Landmark coordinate records:

- - -

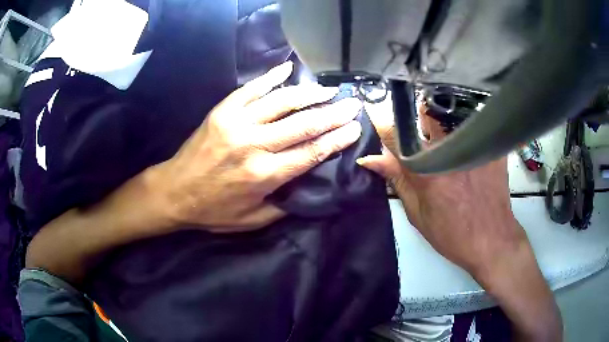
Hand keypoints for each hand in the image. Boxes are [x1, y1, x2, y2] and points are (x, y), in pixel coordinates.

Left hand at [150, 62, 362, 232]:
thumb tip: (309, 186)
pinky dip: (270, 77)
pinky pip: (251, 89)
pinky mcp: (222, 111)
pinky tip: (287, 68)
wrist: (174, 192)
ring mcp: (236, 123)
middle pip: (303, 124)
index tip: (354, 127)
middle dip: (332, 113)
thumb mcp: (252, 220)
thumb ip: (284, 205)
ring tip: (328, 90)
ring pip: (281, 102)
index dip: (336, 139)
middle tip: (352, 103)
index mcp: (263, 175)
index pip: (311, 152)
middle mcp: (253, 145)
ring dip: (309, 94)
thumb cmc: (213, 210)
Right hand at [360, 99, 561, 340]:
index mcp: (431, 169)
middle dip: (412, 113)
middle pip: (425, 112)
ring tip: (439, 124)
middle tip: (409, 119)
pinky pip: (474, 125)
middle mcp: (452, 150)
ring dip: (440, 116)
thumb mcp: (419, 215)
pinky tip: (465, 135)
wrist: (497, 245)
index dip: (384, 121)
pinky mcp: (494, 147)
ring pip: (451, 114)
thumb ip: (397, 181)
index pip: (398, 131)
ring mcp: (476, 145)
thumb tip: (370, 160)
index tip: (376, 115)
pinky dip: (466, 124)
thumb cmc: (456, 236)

- - -

■ **EXERCISE**
Could you set down every entry again exactly as written, leaving out any pictures?

■ **EXERCISE OUTPUT**
Hand keypoints for each hand in the image. Boxes are [x1, y1, x2, y2] and points are (x, y), in pixel coordinates.

Left hand at [150, 62, 362, 232]:
thumb tip: (309, 186)
pinky dip: (270, 77)
pinky pip: (251, 89)
pinky mcp: (222, 111)
pinky tip: (287, 68)
wrist: (174, 192)
ring mcp: (236, 123)
middle pip: (303, 124)
index tip: (354, 127)
middle dip: (332, 113)
thumb mcp: (252, 220)
thumb ip: (284, 205)
ring tip: (328, 90)
ring pip: (281, 102)
index dip: (336, 139)
middle tip: (352, 103)
index mcp: (263, 175)
index pip: (311, 152)
middle mcp: (253, 145)
ring dip: (309, 94)
thumb cmc: (213, 210)
Right hand at [360, 99, 561, 340]:
index mcp: (431, 169)
middle dip: (412, 113)
middle pip: (425, 112)
ring tip: (439, 124)
middle tip: (409, 119)
pinky pip: (474, 125)
middle mcp: (452, 150)
ring dip: (440, 116)
thumb mcp: (419, 215)
pinky tip: (465, 135)
wrist: (497, 245)
index dip: (384, 121)
pinky mcp: (494, 147)
ring pip: (451, 114)
thumb ip: (397, 181)
index pip: (398, 131)
ring mcp: (476, 145)
thumb tip: (370, 160)
index tip: (376, 115)
pinky dip: (466, 124)
thumb cmc: (456, 236)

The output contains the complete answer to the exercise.